AV's Intern Team | February 18, 2016 | 3 Comments
By Elizabeth E. Payne
Throughout the history of the United States, Appalachia has attracted the attention of outside investors hoping to profit from the region’s valuable commodities. First timber, then coal and now natural gas are all highly valued.
To ensure access to these resources, early investors bought large parcels of land in Appalachia. “By 1810, as much as 93 percent of [the] land in present day West Virginia was held by absentee owners,” according to a 2013 report issued by the West Virginia Center on Budget and Policy, and by the 1880s, outside interests began purchasing extensive timber and underground mineral rights on land whose residents retained only the surface rights.
Outside ownership of large tracts of land for the purpose of resource extraction has created a conduit through which significant wealth has been drained from the region in the form of corporate profits. And that drain has been flowing for more than a century.
In 1974, Tom D. Miller, a reporter for the The Huntington Herald-Dispatch, conducted a study of landownership patterns in West Virginia. Miller found that two-thirds of the private land in the state was owned or controlled by “absentee landlords,” and that “in almost 50 per cent of West Virginia counties, at least half the land is owned by the out-of-state corporate interests.”

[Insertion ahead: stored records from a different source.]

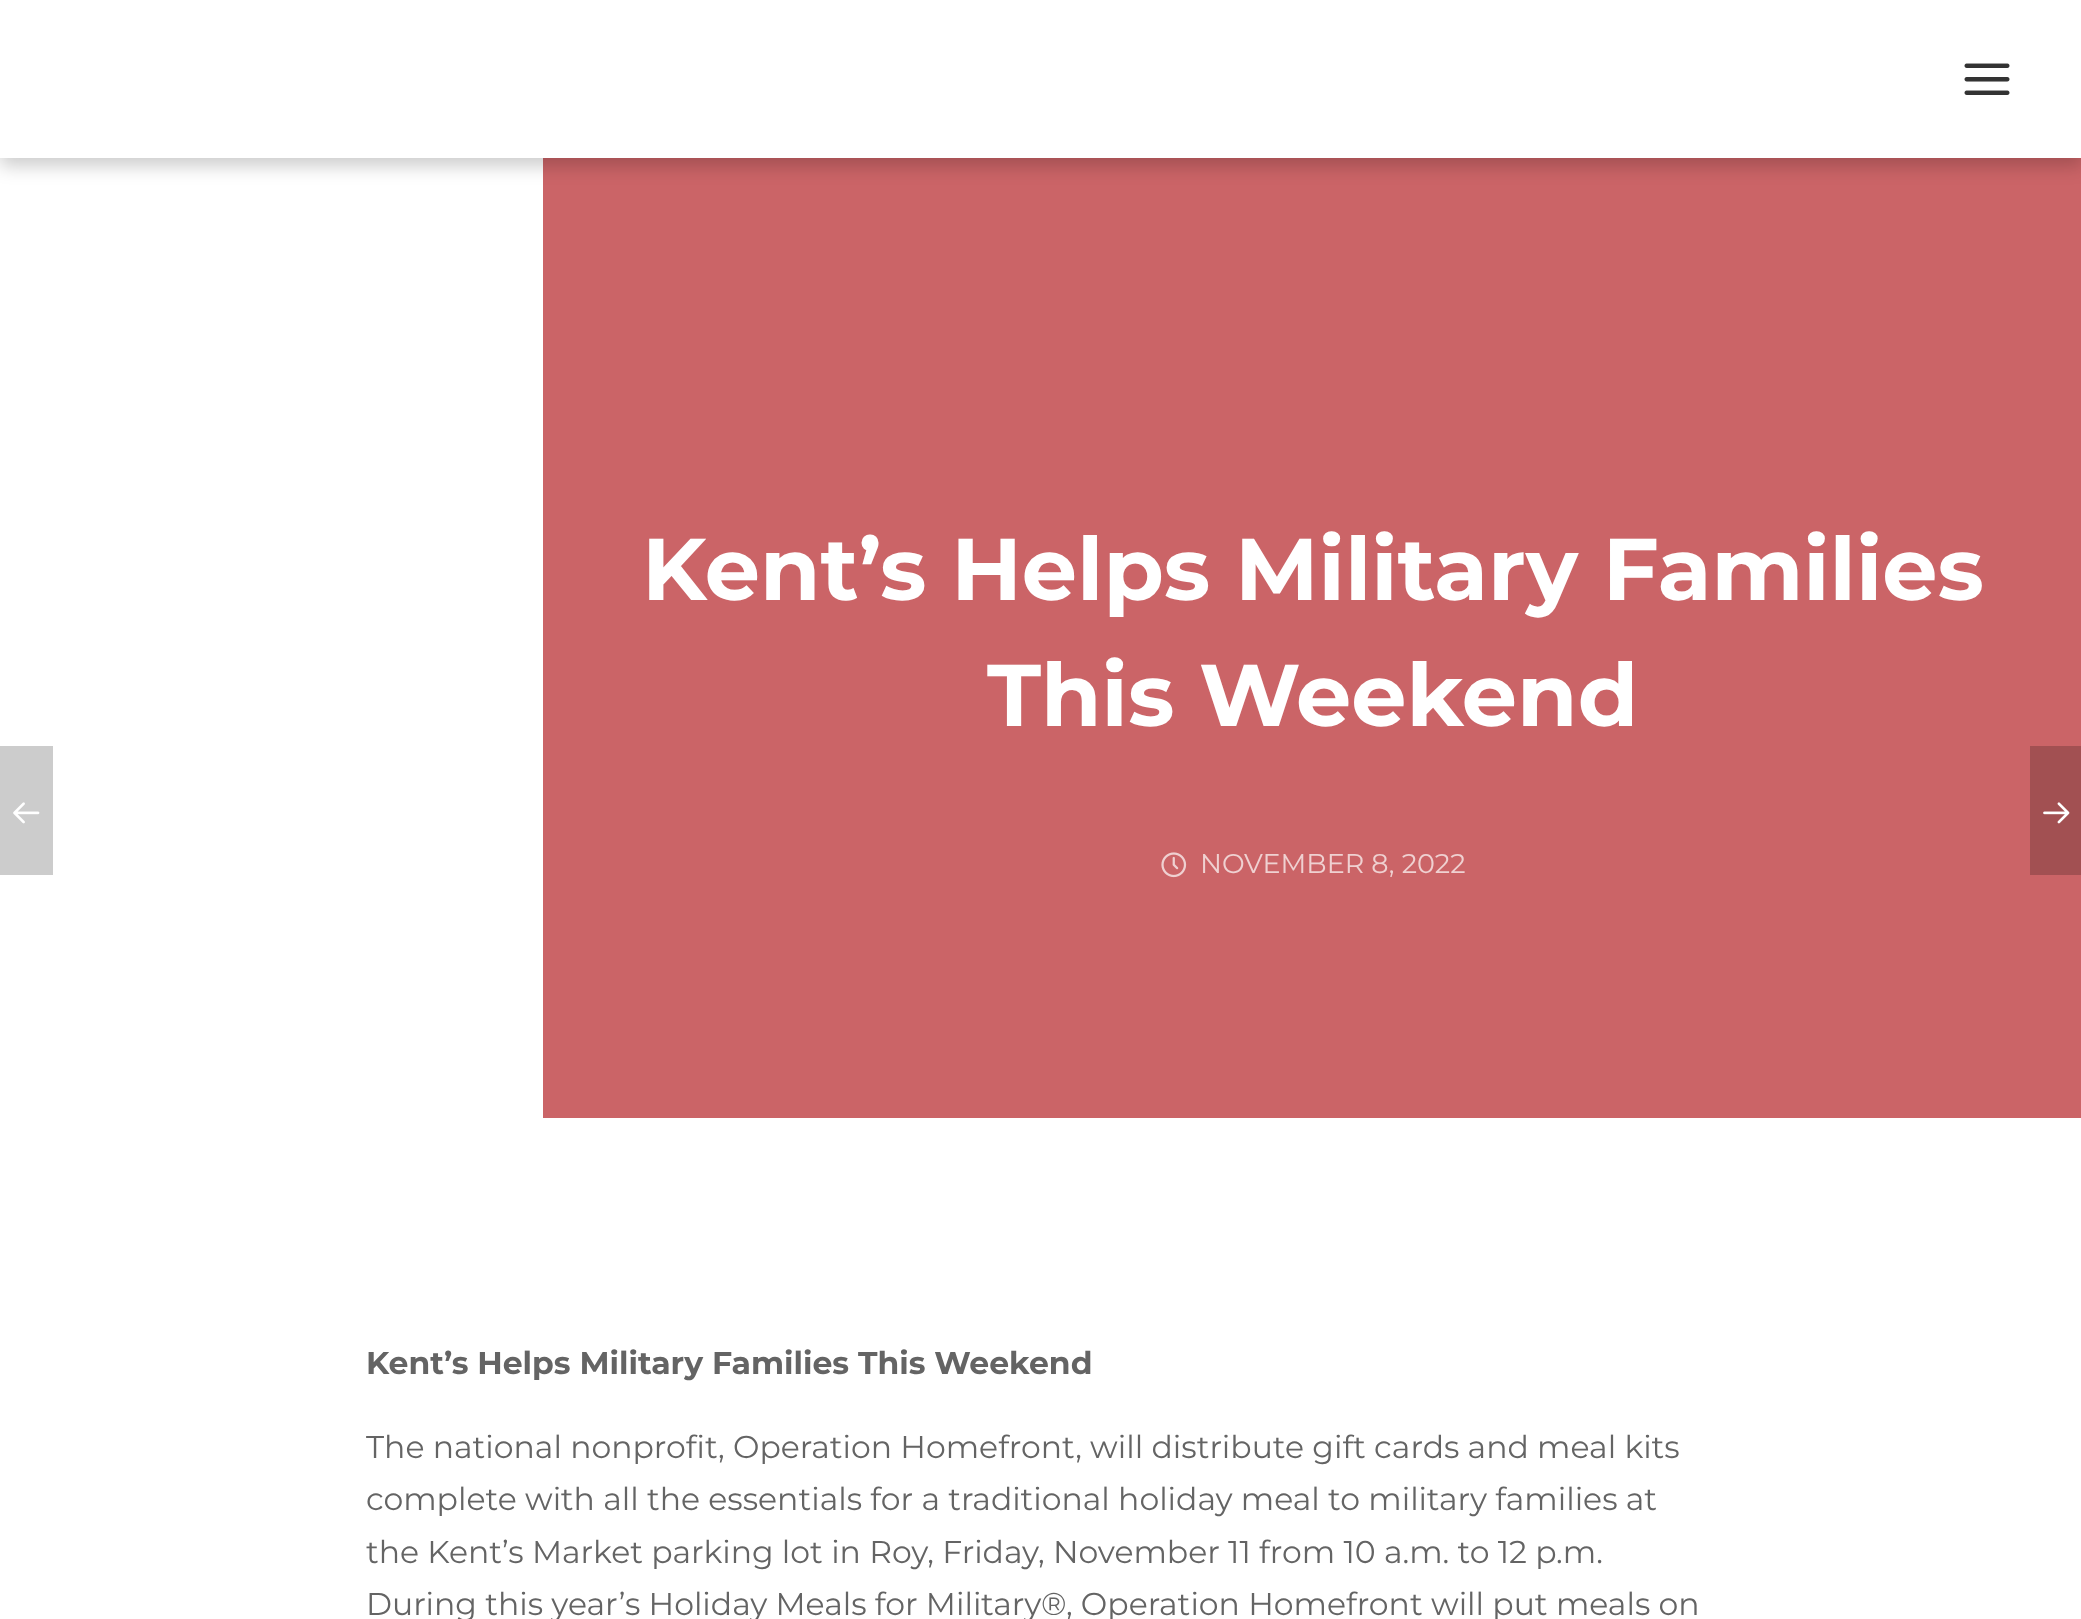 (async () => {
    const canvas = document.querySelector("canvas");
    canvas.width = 2081;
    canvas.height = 1619;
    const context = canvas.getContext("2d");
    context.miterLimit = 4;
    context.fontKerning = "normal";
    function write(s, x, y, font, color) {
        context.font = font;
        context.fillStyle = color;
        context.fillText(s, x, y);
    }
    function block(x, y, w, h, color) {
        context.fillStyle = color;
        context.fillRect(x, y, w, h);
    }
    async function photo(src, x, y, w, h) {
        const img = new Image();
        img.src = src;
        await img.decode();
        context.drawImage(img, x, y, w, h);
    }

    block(0, 0, 2081, 1619, "rgb(255, 255, 255)");
    block(543, 158, 1538, 960, "rgb(203, 100, 103)");
    context.save();
    context.beginPath();
    context.moveTo(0, 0);
    context.lineTo(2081, 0);
    context.lineTo(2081, 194);
    context.lineTo(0, 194);
    context.closePath();
    context.moveTo(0, 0);
    context.lineTo(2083, 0);
    context.lineTo(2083, 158);
    context.lineTo(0, 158);
    context.closePath();
    context.clip("evenodd");
    context.fillStyle = "rgba(0, 0, 0, 0.2)";
    context.filter = "blur(9px)";
    context.beginPath();
    context.rect(0, 9, 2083, 157);
    context.fill();
    context.filter = "none";
    context.restore();
    await photo("media/1.png", 1964, 63, 46, 32);
    write("Kent’s Helps Military Families", 642, 600, "bold 87.5px Montserrat", "rgb(255, 255, 255)");
    write("This Weekend", 987, 726, "bold 87.5px Montserrat", "rgb(255, 255, 255)");
    await photo("media/2.png", 1161, 852, 26, 26);
    write("NOVEMBER 8, 2022", 1200, 873, "27px Montserrat", "rgb(239, 209, 209)");
    block(0, 746, 53, 129, "rgb(204, 204, 204)");
    await photo("media/3.png", 13, 802, 27, 22);
    block(2030, 746, 51, 129, "rgb(162, 80, 82)");
    await photo("media/4.png", 2043, 802, 27, 22);
    write("Kent’s Helps Military Families This Weekend", 366, 1374, "bold 31.5px Montserrat", "rgb(100, 100, 100)");
    write("The national nonprofit, Operation Homefront, will distribute gift cards and meal kits", 366, 1458, "31.5px Montserrat", "rgb(100, 100, 100)");
    write("complete with all the essentials for a traditional holiday meal to military families at", 366, 1510, "31.5px Montserrat", "rgb(100, 100, 100)");
    write("the Kent’s Market parking lot in Roy, Friday, November 11 from 10 a.m. to 12 p.m.", 366, 1563, "31.5px Montserrat", "rgb(100, 100, 100)");
    write("During this year’s Holiday Meals for Military®, Operation Homefront will put meals on", 366, 1615, "31.5px Montserrat", "rgb(100, 100, 100)");
})(); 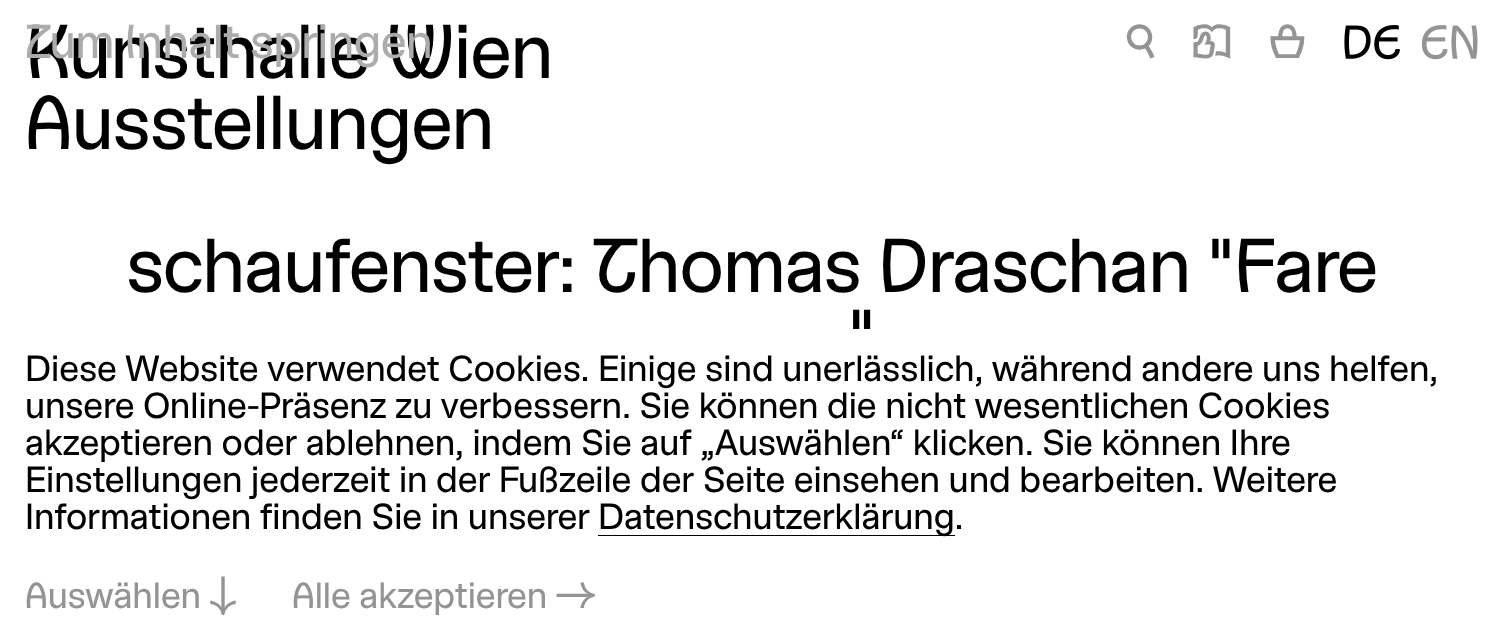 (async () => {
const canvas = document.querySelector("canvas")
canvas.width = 1505
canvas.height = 642
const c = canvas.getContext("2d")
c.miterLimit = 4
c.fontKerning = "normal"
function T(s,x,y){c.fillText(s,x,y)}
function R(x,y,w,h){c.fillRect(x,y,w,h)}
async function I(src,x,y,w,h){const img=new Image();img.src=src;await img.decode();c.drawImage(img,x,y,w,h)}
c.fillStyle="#fff"
R(0,0,1505,642)
c.letterSpacing="-0.8px"
c.font="bold 77.8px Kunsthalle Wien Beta"
c.fillStyle="#000"
T("Kunsthalle Wien",25,78)
c.letterSpacing="-0.5px"
c.font="bold 48.5px Kunsthalle Wien Beta"
c.fillStyle="#acacac"
T("Zum Inhalt springen",25,58)
c.fillStyle="#949494"
T("🔍",1125,58)
T("📖",1190,58)
T("🗑",1268,58)
await I("1.png",1344,25,56,35)
await I("2.png",1421,25,57,35)
c.letterSpacing="-0.8px"
c.font="bold 77.8px Kunsthalle Wien Beta"
c.fillStyle="#000"
T("Ausstellungen",25,149)
T("schaufenster: Thomas Draschan \"Fare",126,292)
T("\"",848,363)
c.fillStyle="#fff"
R(852,329,18,1)
c.letterSpacing="0px"
c.font="37.15px Kunsthalle Wien Beta"
c.fillStyle="#000"
T("Diese Website verwendet Cookies. Einige sind unerlässlich, während andere uns helfen,",25,381)
T("unsere Online-Präsenz zu verbessern. Sie können die nicht wesentlichen Cookies",25,418)
T("akzeptieren oder ablehnen, indem Sie auf „Auswählen“ klicken. Sie können Ihre",25,455)
T("Einstellungen jederzeit in der Fußzeile der Seite einsehen und bearbeiten. Weitere",25,492)
T("Informationen finden Sie in unserer",25,529)
R(598,535,357,1)
T("Datenschutzerklärung.",598,529)
c.font="bold 37.15px Kunsthalle Wien Beta"
c.fillStyle="#949494"
T("Auswählen",25,608)
T("↓",210,608)
T("Alle akzeptieren",292,608)
T("→",556,608)
})() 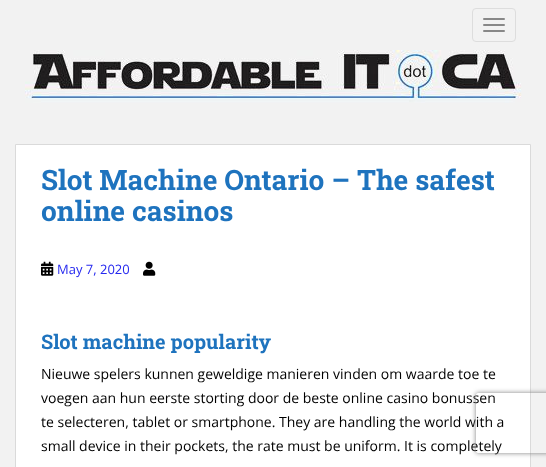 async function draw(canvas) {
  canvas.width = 546;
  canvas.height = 467;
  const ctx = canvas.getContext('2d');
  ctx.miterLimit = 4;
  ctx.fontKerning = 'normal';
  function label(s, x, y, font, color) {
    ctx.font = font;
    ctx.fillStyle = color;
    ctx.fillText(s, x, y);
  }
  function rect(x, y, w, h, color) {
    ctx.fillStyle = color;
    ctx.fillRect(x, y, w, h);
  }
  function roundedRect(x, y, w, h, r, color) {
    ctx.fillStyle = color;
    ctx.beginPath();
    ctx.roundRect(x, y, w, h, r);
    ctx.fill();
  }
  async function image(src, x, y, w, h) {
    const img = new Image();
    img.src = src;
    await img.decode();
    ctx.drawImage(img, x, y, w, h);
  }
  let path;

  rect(0, 0, 546, 467, '#f2f2f2');
  ctx.beginPath();
  ctx.roundRect(472.5, 8.5, 43, 33, 3.5);
  ctx.strokeStyle = '#ddd';
  ctx.stroke();
  roundedRect(483, 18, 22, 2, 1, '#888');
  roundedRect(483, 24, 22, 2, 1, '#888');
  roundedRect(483, 30, 22, 2, 1, '#888');
  await image('assets/img1.png', 25, 50, 497, 53);
  ctx.fillStyle = '#fff';
  ctx.beginPath();
  ctx.rect(15.5, 144.5, 515, 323);
  ctx.fill();
  ctx.strokeStyle = '#dadada';
  ctx.stroke();
  label('Slot Machine Ontario – The safest', 41, 190, 'bold 28px Roboto Slab', '#1e73be');
  label('online casinos', 41, 221, 'bold 28px Roboto Slab', '#1e73be');
  await image('assets/img2.png', 41, 261, 13, 15);
  label('May 7, 2020', 57, 274, '13px Open Sans', '#2629ef');
  await image('assets/img3.png', 143, 261, 13, 15);
  label('Slot machine popularity', 41, 349, 'bold 20px Roboto Slab', '#1e73be');
  label('Nieuwe spelers kunnen geweldige manieren vinden om waarde toe te', 41, 379, '14px Open Sans', '#000');
  label('voegen aan hun eerste storting door de beste online casino bonussen', 41, 403, '14px Open Sans', '#000');
  label('te selecteren, tablet or smartphone. They are handling the world with a', 41, 427, '14px Open Sans', '#000');
  label('small device in their pockets, the rate must be uniform. It is completely', 41, 451, '14px Open Sans', '#000');
  ctx.save();
  path = new Path2D('M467 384H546V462H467ZM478 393H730C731 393 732 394 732 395V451C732 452 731 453 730 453H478C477 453 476 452 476 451V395C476 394 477 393 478 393Z');
  ctx.clip(path, 'evenodd');
  ctx.fillStyle = '#808080';
  ctx.filter = 'blur(2.5px)';
  ctx.beginPath();
  ctx.roundRect(476, 393, 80, 60, 2);
  ctx.fill();
  ctx.filter = 'none';
  ctx.restore();
}

draw(document.querySelector('canvas'));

Comparing the wealth of corporations to that of many West Virginians, Miller wrote, “Often paying tiny property taxes, [corporations] extract the state’s rich deposits of coal, timber, oil and gas. And their activities inevitably help sustain the striking paradox of a state with abundant mineral wealth and much abject poverty.”
In 1978, the Appalachian Land Ownership Task Force undertook a thorough investigation of land ownership patterns in the region. Funded in part by the Appalachian Regional Commission, this group of paid researchers and volunteers collected and reviewed land deeds from 80 counties in Alabama, Kentucky, North Carolina, Tennessee, Virginia and West Virginia.
In 1981, the group released its findings in a multi-volume 1,800-page report. They found that 40 percent of the property and 70 percent of the mineral rights in Appalachian counties sampled were owned by corporations, and of the land owned by individuals, less than half was owned by “local individuals.”
The task force concluded that “these ownership patterns are a crucial underlying element in explaining patterns of inadequate local tax revenues and services, lack of economic development, loss of agricultural lands, lack of sufficient housing, the development of energy, and land use.”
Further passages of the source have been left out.